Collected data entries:

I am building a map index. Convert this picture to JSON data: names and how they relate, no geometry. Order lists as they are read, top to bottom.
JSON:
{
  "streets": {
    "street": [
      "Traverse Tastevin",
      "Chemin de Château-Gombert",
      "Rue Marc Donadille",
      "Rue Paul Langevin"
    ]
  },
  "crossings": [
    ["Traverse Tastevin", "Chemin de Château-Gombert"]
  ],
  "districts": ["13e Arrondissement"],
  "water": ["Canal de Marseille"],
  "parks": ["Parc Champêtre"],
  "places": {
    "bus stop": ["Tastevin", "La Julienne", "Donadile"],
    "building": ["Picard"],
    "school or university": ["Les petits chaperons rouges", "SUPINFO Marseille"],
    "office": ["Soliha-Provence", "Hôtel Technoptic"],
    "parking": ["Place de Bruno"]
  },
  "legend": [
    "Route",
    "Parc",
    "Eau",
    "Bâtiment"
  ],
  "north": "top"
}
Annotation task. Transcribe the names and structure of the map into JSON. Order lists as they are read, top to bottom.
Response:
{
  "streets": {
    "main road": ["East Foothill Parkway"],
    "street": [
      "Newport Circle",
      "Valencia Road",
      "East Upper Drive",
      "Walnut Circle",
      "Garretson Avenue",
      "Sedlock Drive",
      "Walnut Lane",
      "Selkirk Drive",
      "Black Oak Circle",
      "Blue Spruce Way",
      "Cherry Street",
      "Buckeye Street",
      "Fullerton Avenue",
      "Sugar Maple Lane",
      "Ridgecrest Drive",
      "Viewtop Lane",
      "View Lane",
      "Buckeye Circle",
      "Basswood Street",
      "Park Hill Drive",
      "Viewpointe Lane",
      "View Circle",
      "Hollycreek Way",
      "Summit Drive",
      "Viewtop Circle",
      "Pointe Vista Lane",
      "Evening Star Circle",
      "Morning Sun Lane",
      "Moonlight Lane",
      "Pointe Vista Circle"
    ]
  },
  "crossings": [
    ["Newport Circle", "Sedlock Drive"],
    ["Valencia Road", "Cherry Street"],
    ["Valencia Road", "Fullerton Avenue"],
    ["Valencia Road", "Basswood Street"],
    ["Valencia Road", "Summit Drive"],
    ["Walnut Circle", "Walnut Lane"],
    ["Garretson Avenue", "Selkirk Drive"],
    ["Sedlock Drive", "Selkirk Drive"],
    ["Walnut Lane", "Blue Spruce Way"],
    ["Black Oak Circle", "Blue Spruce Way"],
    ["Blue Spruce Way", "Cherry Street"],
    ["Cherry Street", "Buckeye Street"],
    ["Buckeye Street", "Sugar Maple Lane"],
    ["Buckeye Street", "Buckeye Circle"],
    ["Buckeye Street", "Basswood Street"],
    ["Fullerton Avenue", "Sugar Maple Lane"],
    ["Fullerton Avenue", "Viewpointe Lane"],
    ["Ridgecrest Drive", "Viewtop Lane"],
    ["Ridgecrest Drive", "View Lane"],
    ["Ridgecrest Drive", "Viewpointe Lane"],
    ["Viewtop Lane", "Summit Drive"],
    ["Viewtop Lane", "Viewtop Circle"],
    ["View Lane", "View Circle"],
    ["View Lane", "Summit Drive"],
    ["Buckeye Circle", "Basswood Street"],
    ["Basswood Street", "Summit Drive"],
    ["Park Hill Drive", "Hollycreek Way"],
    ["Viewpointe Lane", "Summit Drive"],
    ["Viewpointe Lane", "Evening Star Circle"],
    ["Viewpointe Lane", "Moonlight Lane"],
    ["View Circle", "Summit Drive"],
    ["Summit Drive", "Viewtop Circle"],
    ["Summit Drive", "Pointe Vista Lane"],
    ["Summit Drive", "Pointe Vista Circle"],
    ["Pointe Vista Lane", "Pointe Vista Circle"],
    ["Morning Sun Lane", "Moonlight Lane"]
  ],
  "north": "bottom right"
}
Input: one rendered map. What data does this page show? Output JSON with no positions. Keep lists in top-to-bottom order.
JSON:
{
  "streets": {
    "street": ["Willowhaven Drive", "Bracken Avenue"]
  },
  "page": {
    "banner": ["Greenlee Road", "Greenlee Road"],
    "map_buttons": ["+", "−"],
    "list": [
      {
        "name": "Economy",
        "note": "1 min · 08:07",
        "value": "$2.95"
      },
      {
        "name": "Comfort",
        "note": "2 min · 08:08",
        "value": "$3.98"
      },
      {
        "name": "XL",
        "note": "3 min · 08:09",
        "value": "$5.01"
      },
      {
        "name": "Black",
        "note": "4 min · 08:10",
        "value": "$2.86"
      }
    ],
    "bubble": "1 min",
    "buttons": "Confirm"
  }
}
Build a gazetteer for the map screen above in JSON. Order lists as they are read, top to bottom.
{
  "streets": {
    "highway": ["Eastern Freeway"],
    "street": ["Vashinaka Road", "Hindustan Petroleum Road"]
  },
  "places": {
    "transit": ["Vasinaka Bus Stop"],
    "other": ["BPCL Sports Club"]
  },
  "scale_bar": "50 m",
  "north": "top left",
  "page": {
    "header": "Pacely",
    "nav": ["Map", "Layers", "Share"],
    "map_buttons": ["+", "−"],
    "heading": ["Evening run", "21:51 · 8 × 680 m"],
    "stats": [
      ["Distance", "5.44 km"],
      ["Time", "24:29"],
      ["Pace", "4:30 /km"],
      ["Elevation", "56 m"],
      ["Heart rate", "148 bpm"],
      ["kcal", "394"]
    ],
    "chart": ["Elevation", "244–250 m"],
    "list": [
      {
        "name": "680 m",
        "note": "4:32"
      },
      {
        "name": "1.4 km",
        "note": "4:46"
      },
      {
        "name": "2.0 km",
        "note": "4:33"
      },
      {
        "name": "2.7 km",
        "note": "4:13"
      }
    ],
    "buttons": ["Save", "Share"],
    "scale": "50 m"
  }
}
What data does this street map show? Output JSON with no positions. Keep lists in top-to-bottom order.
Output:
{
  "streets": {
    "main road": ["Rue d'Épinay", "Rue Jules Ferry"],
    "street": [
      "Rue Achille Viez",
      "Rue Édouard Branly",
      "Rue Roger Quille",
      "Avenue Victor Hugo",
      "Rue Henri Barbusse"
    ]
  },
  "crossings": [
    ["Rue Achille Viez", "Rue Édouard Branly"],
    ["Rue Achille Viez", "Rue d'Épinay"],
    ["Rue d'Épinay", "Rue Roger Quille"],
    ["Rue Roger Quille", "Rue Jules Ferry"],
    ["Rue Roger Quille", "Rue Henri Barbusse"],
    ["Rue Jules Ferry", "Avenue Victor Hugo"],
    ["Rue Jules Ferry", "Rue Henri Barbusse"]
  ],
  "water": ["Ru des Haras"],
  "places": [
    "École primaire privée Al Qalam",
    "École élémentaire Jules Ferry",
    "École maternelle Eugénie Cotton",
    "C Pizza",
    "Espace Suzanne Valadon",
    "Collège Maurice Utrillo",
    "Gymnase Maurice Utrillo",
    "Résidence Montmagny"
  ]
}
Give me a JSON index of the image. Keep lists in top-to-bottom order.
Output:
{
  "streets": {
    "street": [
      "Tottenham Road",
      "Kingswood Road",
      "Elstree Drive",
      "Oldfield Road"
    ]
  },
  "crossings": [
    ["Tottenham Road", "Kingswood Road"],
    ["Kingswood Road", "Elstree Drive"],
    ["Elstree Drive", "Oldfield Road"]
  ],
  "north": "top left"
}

* [REQUIREMENT]:
If a line in the data above holds the string "Basswood", report that line.

* [TASK ANSWER]:
      "Basswood Street",
    ["Valencia Road", "Basswood Street"],
    ["Buckeye Street", "Basswood Street"],
    ["Buckeye Circle", "Basswood Street"],
    ["Basswood Street", "Summit Drive"],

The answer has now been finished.